Records for processing:
= Beginning of Section =

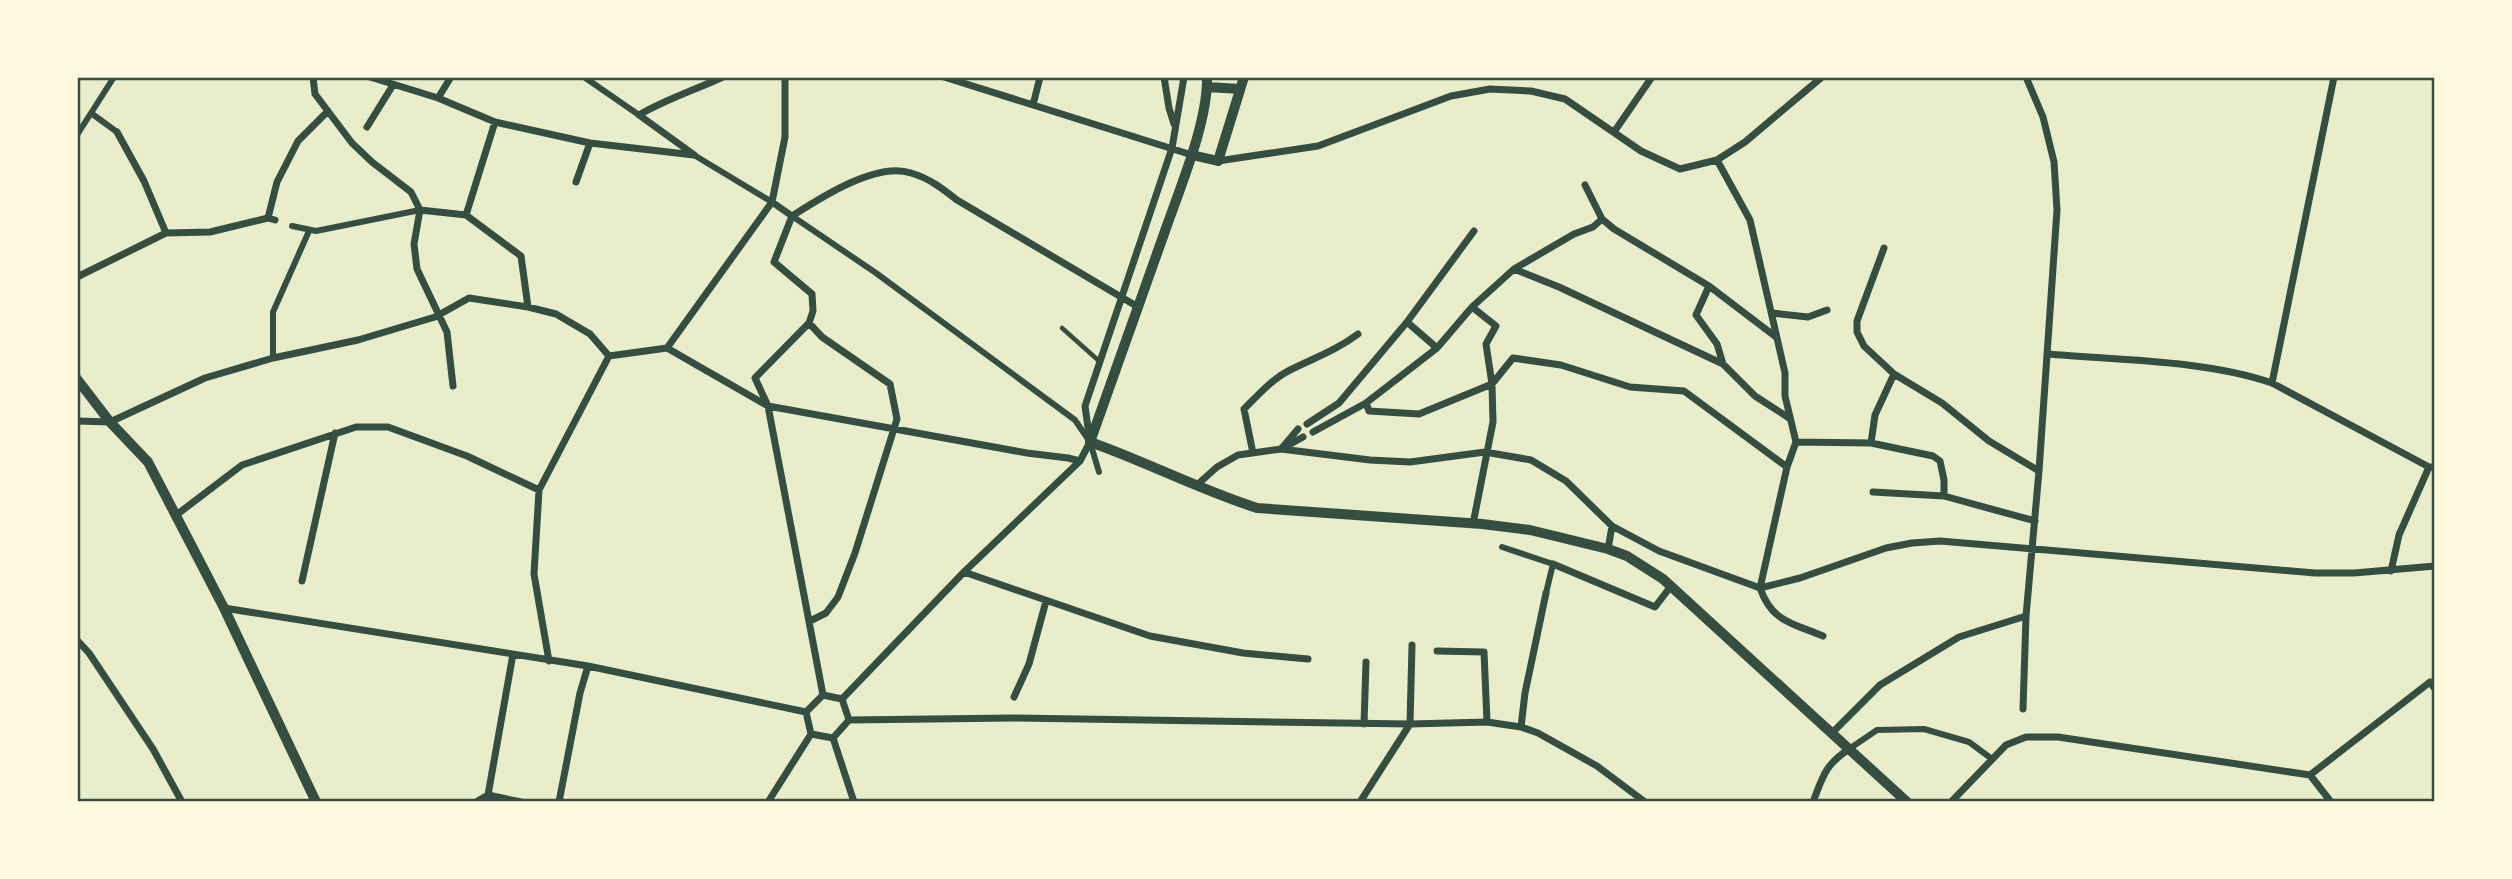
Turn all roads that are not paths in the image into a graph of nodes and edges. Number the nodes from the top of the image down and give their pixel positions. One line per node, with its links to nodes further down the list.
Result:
1 (114, 77): 23 (street)
2 (313, 77): 22 (street)
3 (370, 77): 18 (street)
4 (451, 77): 20 (street)
5 (584, 77): 24 (street)
6 (723, 77): 24 (street)
7 (785, 77): 39 (street)
8 (944, 77): 21 (street)
9 (1040, 77): 21 (street)
10 (1164, 77): 27 (street)
11 (1184, 77): 27 (street)
12 (1244, 77): 19 (street)
13 (1652, 77): 29 (street)
14 (1822, 77): 35 (street)
15 (2026, 77): 66 (street)
16 (2334, 77): 73 (street)
17 (1207, 82): 19 (street); 34 (street)
18 (393, 85): 20 (street); 26 (street)
19 (1240, 89): 36 (street)
20 (438, 98): 25 (street)
21 (1033, 105): 32 (street)
22 (328, 111): 40 (street); 47 (street)
23 (91, 113): 28 (street); 30 (street)
24 (639, 115): 33 (street)
25 (495, 122): 31 (street); 41 (street)
26 (367, 127)
27 (1175, 127): 32 (street)
28 (117, 132): 47 (street)
29 (1614, 132): 35 (street); 36 (street)
30 (77, 135)
31 (590, 144): 33 (street); 37 (street)
32 (1172, 148): 34 (street); 52 (street)
33 (694, 155): 39 (street)
34 (1192, 155): 36 (street); 54 (street)
35 (1717, 160): 57 (street)
36 (1218, 161)
37 (576, 182)
38 (1585, 185): 43 (street)
39 (772, 202): 42 (street); 64 (street)
40 (419, 210): 41 (street); 45 (street); 58 (street)
41 (466, 215): 53 (street)
42 (792, 216): 52 (street); 60 (street); 87 (street)
43 (1602, 219): 49 (street); 51 (street)
44 (292, 226): 45 (street)
45 (309, 231): 68 (street)
46 (1474, 231): 59 (street)
47 (166, 233): 50 (street)
48 (1884, 248): 71 (street)
49 (1514, 269): 55 (street); 70 (street)
50 (77, 277)
51 (1709, 286): 63 (street); 70 (street)
52 (1121, 297): 54 (street); 69 (street)
53 (528, 307): 58 (street); 67 (street)
54 (1138, 307): 87 (street)
55 (1472, 307): 65 (street); 74 (street)
56 (1827, 310): 57 (street)
57 (1772, 313): 63 (street)
58 (439, 315): 68 (street); 75 (street)
59 (1407, 322): 65 (street); 81 (street)
60 (809, 323): 77 (street); 82 (street)
61 (1062, 328): 69 (lane)
62 (1358, 334): 92 (street)
63 (1777, 338): 78 (street)
64 (667, 348): 67 (street); 77 (street)
65 (1437, 348): 76 (street)
66 (2048, 354): 73 (street); 96 (street)
67 (609, 356): 99 (street)
68 (273, 358): 80 (street)
69 (1100, 361): 87 (street)
70 (1723, 364): 78 (street)
71 (1894, 374): 89 (street); 96 (street)
72 (77, 379): 80 (street)
73 (2272, 383): 95 (street)
74 (1492, 384): 76 (street); 91 (street); 94 (street)
75 (453, 386)
76 (1366, 403): 84 (street)
77 (768, 406): 82 (street); 120 (street)
78 (1789, 418): 88 (street)
79 (77, 421): 80 (street)
80 (110, 422): 102 (street)
81 (1307, 424)
82 (894, 427): 93 (street); 120 (street)
83 (1298, 429): 90 (street)
84 (1312, 432)
85 (335, 433): 99 (street); 102 (street); 113 (street)
86 (1303, 438): 90 (street)
87 (1090, 442): 93 (street); 97 (street); 98 (street)
88 (1796, 442): 89 (street); 94 (street)
89 (1871, 443): 101 (street)
90 (1281, 449): 91 (street); 92 (street)
91 (1485, 452): 104 (street); 105 (street)
92 (1253, 453): 98 (street)
93 (1080, 461): 112 (street)
94 (1787, 467): 115 (street)
95 (2432, 467): 111 (street)
96 (2039, 471): 103 (street)
97 (1099, 472)
98 (1198, 484): 104 (street)
99 (539, 490): 127 (street)
100 (1873, 492): 101 (street)
101 (1944, 496): 103 (street)
102 (175, 516): 118 (street)
103 (2035, 521): 108 (street)
104 (1473, 524): 107 (street)
105 (1612, 526): 107 (street); 115 (street)
106 (1502, 547): 109 (street)
107 (1608, 549): 114 (street)
108 (2033, 550): 111 (street); 115 (street); 119 (street)
109 (1553, 564): 114 (street); 116 (street)
110 (2435, 566): 111 (street)
111 (2391, 571)
112 (964, 572): 117 (street); 133 (street)
113 (302, 582)
114 (1671, 586): 141 (street)
115 (1760, 588): 121 (street)
116 (1546, 593): 140 (street)
117 (1046, 601): 126 (street); 132 (street)
118 (224, 608): 125 (street); 149 (street)
119 (2026, 616): 134 (street); 141 (street)
120 (810, 621): 131 (street)
121 (1822, 636)
122 (77, 640): 148 (street)
123 (1412, 645): 139 (street)
124 (1437, 651): 137 (street)
125 (513, 654): 127 (street); 147 (street)
126 (1308, 659)
127 (549, 660): 129 (street)
128 (1366, 662): 138 (street)
129 (588, 666): 135 (street); 152 (street)
130 (2433, 683): 146 (street)
131 (823, 695): 133 (street); 135 (street)
132 (1014, 697)
133 (842, 699): 136 (street)
134 (2023, 709)
135 (806, 712): 142 (street)
136 (849, 720): 138 (street); 143 (street)
137 (1487, 722): 139 (street); 140 (street)
138 (1364, 724): 139 (street)
139 (1410, 724): 155 (street)
140 (1521, 727): 156 (street)
141 (1832, 733): 144 (street)
142 (811, 734): 143 (street); 153 (street)
143 (833, 738): 154 (street)
144 (1849, 749): 145 (street); 157 (street); 158 (street)
145 (1992, 759): 146 (street); 159 (street)
146 (2310, 775): 160 (street)
147 (488, 795): 150 (street); 151 (street)
148 (182, 802)
149 (316, 802)
150 (476, 802)
151 (521, 802)
152 (559, 802)
153 (768, 802)
154 (854, 802)
155 (1360, 802)
156 (1645, 802)
157 (1813, 802)
158 (1907, 802)
159 (1951, 802)
160 (2331, 802)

= End of Section =

Exercise goal: Restate the listing word for word. Pictures do not belong in the copy.

Reply to the task:
Turn all roads that are not paths in the image into a graph of nodes and edges. Number the nodes from the top of the image down and give their pixel positions. One line per node, with its links to nodes further down the list.
Result:
1 (114, 77): 23 (street)
2 (313, 77): 22 (street)
3 (370, 77): 18 (street)
4 (451, 77): 20 (street)
5 (584, 77): 24 (street)
6 (723, 77): 24 (street)
7 (785, 77): 39 (street)
8 (944, 77): 21 (street)
9 (1040, 77): 21 (street)
10 (1164, 77): 27 (street)
11 (1184, 77): 27 (street)
12 (1244, 77): 19 (street)
13 (1652, 77): 29 (street)
14 (1822, 77): 35 (street)
15 (2026, 77): 66 (street)
16 (2334, 77): 73 (street)
17 (1207, 82): 19 (street); 34 (street)
18 (393, 85): 20 (street); 26 (street)
19 (1240, 89): 36 (street)
20 (438, 98): 25 (street)
21 (1033, 105): 32 (street)
22 (328, 111): 40 (street); 47 (street)
23 (91, 113): 28 (street); 30 (street)
24 (639, 115): 33 (street)
25 (495, 122): 31 (street); 41 (street)
26 (367, 127)
27 (1175, 127): 32 (street)
28 (117, 132): 47 (street)
29 (1614, 132): 35 (street); 36 (street)
30 (77, 135)
31 (590, 144): 33 (street); 37 (street)
32 (1172, 148): 34 (street); 52 (street)
33 (694, 155): 39 (street)
34 (1192, 155): 36 (street); 54 (street)
35 (1717, 160): 57 (street)
36 (1218, 161)
37 (576, 182)
38 (1585, 185): 43 (street)
39 (772, 202): 42 (street); 64 (street)
40 (419, 210): 41 (street); 45 (street); 58 (street)
41 (466, 215): 53 (street)
42 (792, 216): 52 (street); 60 (street); 87 (street)
43 (1602, 219): 49 (street); 51 (street)
44 (292, 226): 45 (street)
45 (309, 231): 68 (street)
46 (1474, 231): 59 (street)
47 (166, 233): 50 (street)
48 (1884, 248): 71 (street)
49 (1514, 269): 55 (street); 70 (street)
50 (77, 277)
51 (1709, 286): 63 (street); 70 (street)
52 (1121, 297): 54 (street); 69 (street)
53 (528, 307): 58 (street); 67 (street)
54 (1138, 307): 87 (street)
55 (1472, 307): 65 (street); 74 (street)
56 (1827, 310): 57 (street)
57 (1772, 313): 63 (street)
58 (439, 315): 68 (street); 75 (street)
59 (1407, 322): 65 (street); 81 (street)
60 (809, 323): 77 (street); 82 (street)
61 (1062, 328): 69 (lane)
62 (1358, 334): 92 (street)
63 (1777, 338): 78 (street)
64 (667, 348): 67 (street); 77 (street)
65 (1437, 348): 76 (street)
66 (2048, 354): 73 (street); 96 (street)
67 (609, 356): 99 (street)
68 (273, 358): 80 (street)
69 (1100, 361): 87 (street)
70 (1723, 364): 78 (street)
71 (1894, 374): 89 (street); 96 (street)
72 (77, 379): 80 (street)
73 (2272, 383): 95 (street)
74 (1492, 384): 76 (street); 91 (street); 94 (street)
75 (453, 386)
76 (1366, 403): 84 (street)
77 (768, 406): 82 (street); 120 (street)
78 (1789, 418): 88 (street)
79 (77, 421): 80 (street)
80 (110, 422): 102 (street)
81 (1307, 424)
82 (894, 427): 93 (street); 120 (street)
83 (1298, 429): 90 (street)
84 (1312, 432)
85 (335, 433): 99 (street); 102 (street); 113 (street)
86 (1303, 438): 90 (street)
87 (1090, 442): 93 (street); 97 (street); 98 (street)
88 (1796, 442): 89 (street); 94 (street)
89 (1871, 443): 101 (street)
90 (1281, 449): 91 (street); 92 (street)
91 (1485, 452): 104 (street); 105 (street)
92 (1253, 453): 98 (street)
93 (1080, 461): 112 (street)
94 (1787, 467): 115 (street)
95 (2432, 467): 111 (street)
96 (2039, 471): 103 (street)
97 (1099, 472)
98 (1198, 484): 104 (street)
99 (539, 490): 127 (street)
100 (1873, 492): 101 (street)
101 (1944, 496): 103 (street)
102 (175, 516): 118 (street)
103 (2035, 521): 108 (street)
104 (1473, 524): 107 (street)
105 (1612, 526): 107 (street); 115 (street)
106 (1502, 547): 109 (street)
107 (1608, 549): 114 (street)
108 (2033, 550): 111 (street); 115 (street); 119 (street)
109 (1553, 564): 114 (street); 116 (street)
110 (2435, 566): 111 (street)
111 (2391, 571)
112 (964, 572): 117 (street); 133 (street)
113 (302, 582)
114 (1671, 586): 141 (street)
115 (1760, 588): 121 (street)
116 (1546, 593): 140 (street)
117 (1046, 601): 126 (street); 132 (street)
118 (224, 608): 125 (street); 149 (street)
119 (2026, 616): 134 (street); 141 (street)
120 (810, 621): 131 (street)
121 (1822, 636)
122 (77, 640): 148 (street)
123 (1412, 645): 139 (street)
124 (1437, 651): 137 (street)
125 (513, 654): 127 (street); 147 (street)
126 (1308, 659)
127 (549, 660): 129 (street)
128 (1366, 662): 138 (street)
129 (588, 666): 135 (street); 152 (street)
130 (2433, 683): 146 (street)
131 (823, 695): 133 (street); 135 (street)
132 (1014, 697)
133 (842, 699): 136 (street)
134 (2023, 709)
135 (806, 712): 142 (street)
136 (849, 720): 138 (street); 143 (street)
137 (1487, 722): 139 (street); 140 (street)
138 (1364, 724): 139 (street)
139 (1410, 724): 155 (street)
140 (1521, 727): 156 (street)
141 (1832, 733): 144 (street)
142 (811, 734): 143 (street); 153 (street)
143 (833, 738): 154 (street)
144 (1849, 749): 145 (street); 157 (street); 158 (street)
145 (1992, 759): 146 (street); 159 (street)
146 (2310, 775): 160 (street)
147 (488, 795): 150 (street); 151 (street)
148 (182, 802)
149 (316, 802)
150 (476, 802)
151 (521, 802)
152 (559, 802)
153 (768, 802)
154 (854, 802)
155 (1360, 802)
156 (1645, 802)
157 (1813, 802)
158 (1907, 802)
159 (1951, 802)
160 (2331, 802)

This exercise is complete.